15 of 17 people found this visit report helpful
Visit to Swarthmore College in July 2008 by interesteddad ()
Visit Activities:
   Admissions Interview: Yes - Conversational interview with a current student.
   Information Session: Yes
   Campus Tour: Yes
   Classroom Visit: Yes - Doestoevsky in translation. Professor e-mailed the short novel assignment to read in advance. Very small, discussion oriented class with a lot of particpation and debate.
Swarthmore College Campus:
   Friendliness/Courtesy of Students: 5 - Excellent 5 - Excellent - Easy to make friends as a freshman, both with freshmen and upper class students.
   Friendliness/Courtesy of Staff: 5 - Excellent 5 - Excellent - Incredible. Easy to get professor recommendations. Participate in fireside chats with prospective dean candidates. Two days of chicken soup and TV in a private room at the health center during a bout with the flu. Very student centered school.
   Appearance of Campus: 5 - Excellent 5 - Excellent - Incredible. The buildings are all variations on gray stone -- some old and gothic, some new and sleek. Campus is an arboreteum and landscaped to the max. Huge lawns, courtyard gardens, outdoor classrooms, trees galore.
   Building/Facilities Maintenance/Cleanliness: 5 - Excellent 5 - Excellent - By college standards, the maintenance of the buildings and grounds are top shelf.
   Dormitories: 4 - Very Good 4 - Very Good - A range of older and newer dorms. Most have large lounges with big-screen TVs, public computers, kitchenettes.
   Security/Safety: 5 - Excellent 5 - Excellent - Extremely safe.
   Overall Campus Impression: 5 - Excellent 5 - Excellent - Showplace.
Off-Campus:
   Area Immediately Around Campus: 3 - Good 3 - Good - Immediate neighborhood is wealthy, heavily wooded, older neighborhood. Basic businesses in the "Ville" -- bank, pizza, Dunkin Donuts, etc. Half mile away is commercial strip (mall, Target, Best Buy, Starbucks, restaurants).
   City/Town/Community: 5 - Excellent 5 - Excellent - 12 mile commuter rail trip to downtown Phila from a train station in the middle of campus. Restaurants, art museums, symphony, ethnic neighborhoods, professional sports, concerts, etc.
Campus Visit Notes for Swarthmore College:
Visit Description: These comments are based on daughter's high school visits and two years as a student at Swarthmore.

Campus:

Just stunning.
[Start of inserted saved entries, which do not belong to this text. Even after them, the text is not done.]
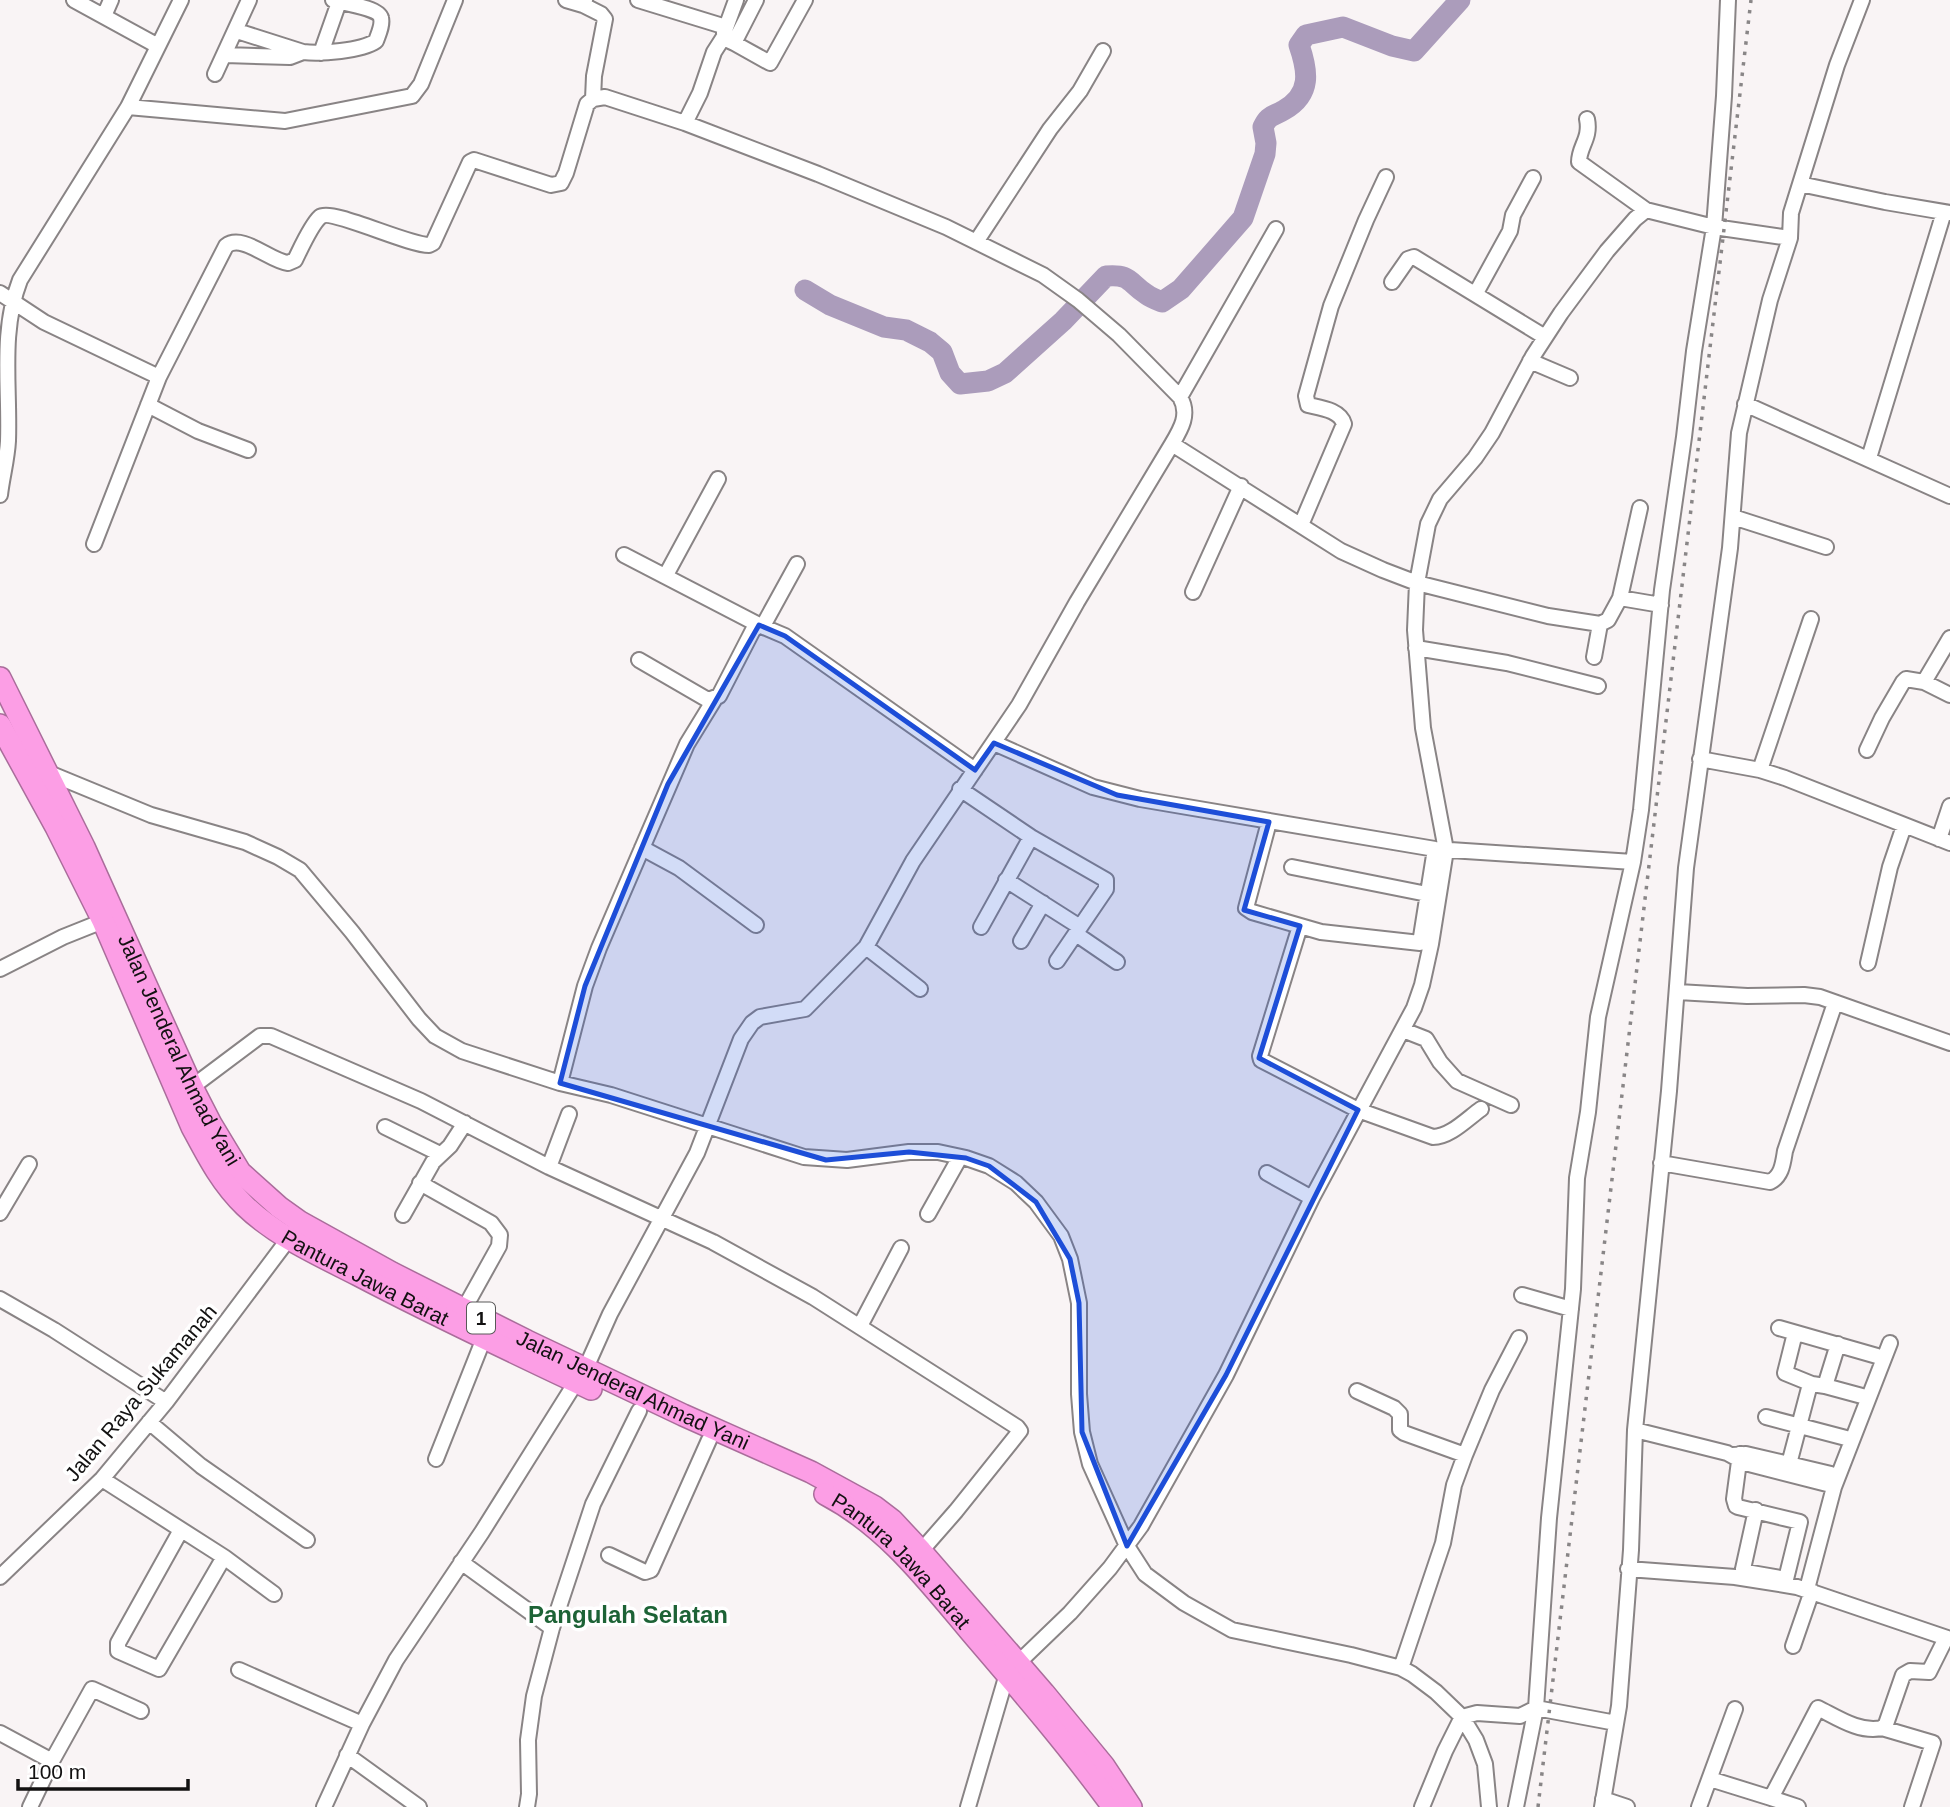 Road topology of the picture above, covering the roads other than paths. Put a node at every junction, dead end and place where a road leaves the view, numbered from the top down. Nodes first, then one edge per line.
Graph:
1 (74, 0) edge
2 (111, 0) edge
3 (181, 0) edge
4 (249, 0) edge
5 (455, 0) edge
6 (566, 0) edge
7 (638, 0) edge
8 (736, 0) edge
9 (756, 0) edge
10 (805, 0) edge
11 (1728, 0) edge
12 (1862, 0) edge
13 (336, 1) edge
14 (584, 3) edge
15 (104, 16) junction
16 (237, 31) junction
17 (728, 36) junction
18 (158, 46) junction
19 (1103, 51) dead end
20 (303, 52) junction
21 (321, 53) junction
22 (225, 55) junction
23 (215, 75) dead end
24 (593, 99) junction
25 (128, 107) junction
26 (1587, 120) dead end
27 (685, 123) junction
28 (1387, 177) dead end
29 (1533, 177) dead end
30 (1800, 184) junction
31 (1646, 210) junction
32 (1947, 213) edge
33 (1714, 227) junction
34 (1276, 229) dead end
35 (1790, 238) junction
36 (976, 242) junction
37 (1392, 282) dead end
38 (1476, 293) junction
39 (6, 296) edge
40 (1545, 337) junction
41 (1530, 361) junction
42 (159, 377) junction
43 (1570, 378) dead end
44 (1180, 397) junction
45 (1745, 404) junction
46 (148, 405) junction
47 (1172, 444) junction
48 (248, 450) dead end
49 (1869, 458) junction
50 (718, 479) dead end
51 (0, 486) edge
52 (1241, 486) junction
53 (0, 495) edge
54 (1950, 496) edge
55 (1640, 508) dead end
56 (1733, 517) junction
57 (1301, 525) junction
58 (94, 544) dead end
59 (1826, 547) dead end
60 (624, 555) dead end
61 (797, 564) dead end
62 (666, 575) junction
63 (1417, 583) junction
64 (1193, 592) dead end
65 (1620, 598) junction
66 (1661, 604) junction
67 (1811, 619) dead end
68 (1600, 624) junction
69 (761, 625) junction
70 (1950, 638) edge
71 (1416, 648) junction
72 (1594, 657) dead end
73 (639, 660) dead end
74 (0, 678) edge
75 (1924, 682) junction
76 (1598, 686) dead end
77 (1950, 695) edge
78 (713, 700) junction
79 (0, 725) edge
80 (994, 743) junction
81 (1867, 750) dead end
82 (1700, 759) junction
83 (975, 770) junction
84 (1760, 770) junction
85 (49, 773) junction
86 (960, 789) junction
87 (1950, 806) edge
88 (1269, 822) junction
89 (1904, 826) junction
90 (1031, 837) junction
91 (1944, 841) edge
92 (642, 848) junction
93 (1440, 850) junction
94 (1633, 862) junction
95 (1292, 867) dead end
96 (1006, 880) junction
97 (1434, 896) junction
98 (1042, 903) junction
99 (103, 921) junction
100 (756, 925) dead end
101 (1300, 926) junction
102 (981, 928) dead end
103 (1078, 930) junction
104 (1021, 941) dead end
105 (1425, 944) junction
106 (866, 947) junction
107 (1057, 961) dead end
108 (1117, 962) dead end
109 (1868, 963) dead end
110 (0, 969) edge
111 (920, 989) dead end
112 (1678, 992) junction
113 (1835, 1003) junction
114 (1403, 1030) junction
115 (1950, 1043) edge
116 (560, 1083) junction
117 (192, 1087) junction
118 (1511, 1105) dead end
119 (1481, 1109) dead end
120 (1358, 1110) junction
121 (569, 1114) dead end
122 (465, 1123) junction
123 (385, 1127) dead end
124 (707, 1127) junction
125 (440, 1154) junction
126 (960, 1157) junction
127 (1661, 1163) junction
128 (29, 1164) dead end
129 (549, 1167) junction
130 (1267, 1173) dead end
131 (420, 1183) junction
132 (1312, 1198) junction
133 (0, 1213) edge
134 (928, 1214) dead end
135 (403, 1215) dead end
136 (660, 1220) junction
137 (295, 1230) junction
138 (901, 1248) dead end
139 (1522, 1295) dead end
140 (0, 1299) edge
141 (464, 1309) junction
142 (1572, 1309) junction
143 (860, 1326) junction
144 (1779, 1328) dead end
145 (1795, 1333) junction
146 (484, 1338) junction
147 (1518, 1338) dead end
148 (1890, 1343) dead end
149 (1838, 1344) junction
150 (1877, 1356) dead end
151 (580, 1376) junction
152 (1819, 1385) junction
153 (1357, 1391) dead end
154 (1863, 1396) dead end
155 (166, 1402) junction
156 (639, 1411) junction
157 (1766, 1417) dead end
158 (149, 1422) junction
159 (1799, 1426) junction
160 (1635, 1430) junction
161 (1846, 1438) dead end
162 (709, 1440) junction
163 (1465, 1455) junction
164 (1737, 1457) junction
165 (436, 1459) dead end
166 (102, 1479) junction
167 (1756, 1510) junction
168 (1800, 1522) junction
169 (1816, 1527) dead end
170 (181, 1530) junction
171 (307, 1540) dead end
172 (1127, 1546) junction
173 (921, 1551) junction
174 (608, 1555) dead end
175 (224, 1557) junction
176 (461, 1562) junction
177 (1628, 1569) junction
178 (0, 1577) edge
179 (1809, 1590) junction
180 (274, 1594) dead end
181 (552, 1628) junction
182 (1948, 1639) edge
183 (1793, 1646) dead end
184 (1013, 1668) junction
185 (1401, 1668) junction
186 (239, 1670) dead end
187 (1536, 1708) junction
188 (1735, 1709) dead end
189 (141, 1711) dead end
190 (1462, 1717) junction
191 (1616, 1723) junction
192 (362, 1724) junction
193 (1882, 1728) junction
194 (0, 1733) edge
195 (347, 1755) junction
196 (52, 1761) junction
197 (1710, 1779) junction
198 (1771, 1798) junction
199 (1602, 1803) edge
200 (30, 1807) edge
201 (324, 1807) edge
202 (419, 1807) edge
203 (527, 1807) edge
204 (968, 1807) edge
205 (1113, 1807) edge
206 (1131, 1807) edge
207 (1422, 1807) edge
208 (1489, 1807) edge
209 (1516, 1807) edge
210 (1627, 1807) edge
211 (1699, 1807) edge
212 (1798, 1807) edge
213 (1912, 1807) edge

1 - 15 street
2 - 15 street
3 - 18 street
4 - 16 street
5 - 25 street
6 - 14 street
7 - 17 street
8 - 17 street
9 - 17 street
10 - 17 street
11 - 33 street
12 - 30 street
13 - 21 street
13 - 21 street
14 - 24 street
15 - 18 street
16 - 20 street
16 - 22 street
17 - 27 street
18 - 25 street
19 - 36 street
20 - 21 street
20 - 22 street
22 - 23 street
24 - 27 street
24 - 42 street
25 - 39 street
26 - 31 street
27 - 36 street
28 - 57 street
29 - 38 street
30 - 32 street
30 - 35 street
31 - 33 street
31 - 40 street
32 - 49 street
33 - 35 street
33 - 66 street
34 - 44 street
35 - 45 street
36 - 44 street
37 - 38 street
38 - 40 street
39 - 42 street
39 - 51 street
40 - 41 street
41 - 43 street
41 - 63 street
42 - 46 street
44 - 47 street
45 - 49 street
45 - 56 street
46 - 48 street
46 - 58 street
47 - 52 street
47 - 80 street
49 - 54 street
50 - 62 street
51 - 53 street
52 - 57 street
52 - 64 street
55 - 65 street
56 - 59 street
56 - 82 street
57 - 63 street
60 - 62 street
61 - 69 street
62 - 69 street
63 - 68 street
63 - 71 street
65 - 66 street
65 - 68 street
66 - 94 street
67 - 84 street
68 - 72 street
69 - 78 street
69 - 83 street
70 - 75 street
71 - 76 street
71 - 93 street
73 - 78 street
74 - 85 highway, Jalan Jenderal Ahmad Yani / 1
75 - 77 street
75 - 81 street
78 - 92 street
79 - 99 highway, Pantura Jawa Barat / 1
80 - 83 street
80 - 88 street
82 - 84 street
82 - 112 street
83 - 86 street
84 - 89 street
85 - 116 street
85 - 117 highway, Jalan Jenderal Ahmad Yani / 1
86 - 90 street
86 - 106 street
87 - 91 street
88 - 93 street
88 - 101 street
89 - 91 street
89 - 109 street
90 - 96 street
90 - 103 street
92 - 100 street
92 - 116 street
93 - 94 street
93 - 97 street
94 - 142 street
95 - 97 street
96 - 98 street
96 - 102 street
97 - 105 street
98 - 103 street
98 - 104 street
99 - 110 street
99 - 137 highway, Pantura Jawa Barat / 1
101 - 105 street
101 - 120 street
103 - 107 street
103 - 108 street
105 - 114 street
106 - 111 street
106 - 124 street
112 - 113 street
112 - 127 street
113 - 115 street
113 - 127 street
114 - 118 street
114 - 120 street
116 - 124 street
117 - 122 street
117 - 137 highway, Jalan Jenderal Ahmad Yani / 1
119 - 120 street
120 - 132 street
121 - 129 street
122 - 125 street
122 - 129 street
123 - 125 street
124 - 126 street
124 - 136 street
125 - 131 street
126 - 134 street
126 - 172 street
127 - 160 street
128 - 133 street
129 - 136 street
130 - 132 street
131 - 135 street
131 - 141 street
132 - 172 street
136 - 143 street
136 - 151 street
137 - 141 highway, Jalan Jenderal Ahmad Yani / 1
137 - 146 highway, Pantura Jawa Barat / 1
137 - 155 street, Jalan Raya Sukamanah
138 - 143 street
139 - 142 street
140 - 155 street
141 - 151 highway, Jalan Jenderal Ahmad Yani / 1
142 - 187 street
143 - 173 street
144 - 145 street
145 - 149 street
145 - 152 street
146 - 151 highway, Pantura Jawa Barat / 1
146 - 165 street
147 - 163 street
148 - 179 street
149 - 150 street
149 - 152 street
151 - 156 highway, Pantura Jawa Barat / 1
151 - 173 highway, Jalan Jenderal Ahmad Yani / 1
151 - 176 street
152 - 154 street
152 - 159 street
153 - 163 street
155 - 158 street, Jalan Raya Sukamanah
156 - 162 highway, Pantura Jawa Barat / 1
156 - 181 street
157 - 159 street
158 - 166 street, Jalan Raya Sukamanah
158 - 171 street
159 - 161 street
159 - 164 street
160 - 164 street
160 - 177 street
162 - 174 street
162 - 184 highway, Pantura Jawa Barat / 1
163 - 185 street
164 - 167 street
166 - 170 street
166 - 178 street, Jalan Raya Sukamanah
167 - 168 street
167 - 168 street
168 - 169 street
170 - 175 street
170 - 175 street
172 - 184 street
172 - 185 street
173 - 184 highway, Jalan Jenderal Ahmad Yani / 1
175 - 180 street
176 - 181 street
176 - 192 street
177 - 179 street
177 - 191 street
179 - 182 street
179 - 183 street
181 - 203 street
182 - 193 street
184 - 204 street
184 - 205 highway, Pantura Jawa Barat / 1
184 - 206 highway, Jalan Jenderal Ahmad Yani / 1
185 - 190 street
186 - 192 street
187 - 190 street
187 - 191 street
187 - 209 street
188 - 197 street
189 - 196 street
190 - 207 street
190 - 208 street
191 - 199 street
192 - 195 street
193 - 198 street
193 - 213 street
194 - 196 street
195 - 201 street
195 - 202 street
196 - 200 street
197 - 198 street
197 - 211 street
198 - 212 street
199 - 210 street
Heavily landscaped wooded campus built on hillside surrounding a huge open space. Dorms and dining hall grouped on one side of campus; academic buildings on the other. Most buildings (including the academic buildings) have a gathering place: outdoor couryards, lounges, coffee bars, etc. Spend an afternoon walking around the campus and the academic buildings and its easy to see the impact of the huge per student endowment. It's a showplace.

Housing:

Dorms are nice. Most have public computers and big screen TVs. Freshman live in doubles in eight of the dorms mixed together with upperclass students; this contact with upperclass students provides real-world mentoring for learning how to be a college student. Sophmores live in doubles. Juniors and Seniors live in singles. Lottery system after freshman year with seniority by class. Expect to live in a different dorm each of the four years. No theme dorms or de facto segregation. No official "substance free" dorms, although some are quieter than others (or vice versa). All dorms are 50/50 male female except Parrish Hall which is all male on one wing and all female on the other. All dorms are non-smoking except on small dorm and one floor of another (depending on demand).

Classroom:

Very small classes with a large number of seminars capped at 12 students. Interactive education with a lot of contact with professors, discussion, peer learning, etc. Many departments have a cap on enrollment in any course of 25 students. The only really large courses are Intro Psych, some of the Intro Science courses for non-majors, and Art History survey courses. All discussion sections and labs are taught by professors. Out of 368 course sections, only 1 had 100 students last year; only 13 had 40 or more students. 34% had fewer than 10 students. 42% had 10-19 students.

Academics:

Challenging. The small class sizes and campus culture result in a fairly heavy workload. Definitely don't consider Swarthmore if you want to be a slacker. Do the work, go to class, participate in the discussions, and make an effort on papers and you'll get decent grades. Most Swatties seem to really enjoy some of their courses. The better professors are both amazing and thought provoking. Undergrad teaching is the emphasis. The professors bend over backwards to work with students: extensions on papers, etc. First semester freshman year is pass/fail to get your sea legs.

Honors Program:

A separate academic track that involves four 2-semester intensive seminars; three in the major plus one in a minor. Capped off by a two-semester senior thesis and oral/written exams by outside professors. About a third of Swat students do the Honors track.

Study Abroad:

About 40% of Swatties study abroad, in a wide range of programs, run by Swarthmore and other schools. Pay Swarthmore's normal tuition (minus financial aid) and Swat pays for the program, transportation overseas, plus incidental expenses.

Campus Culture:

Very diverse student body. An emphasis on issues of social justice, international cultures, etc. A lot of students with strong opinions who love to debate them.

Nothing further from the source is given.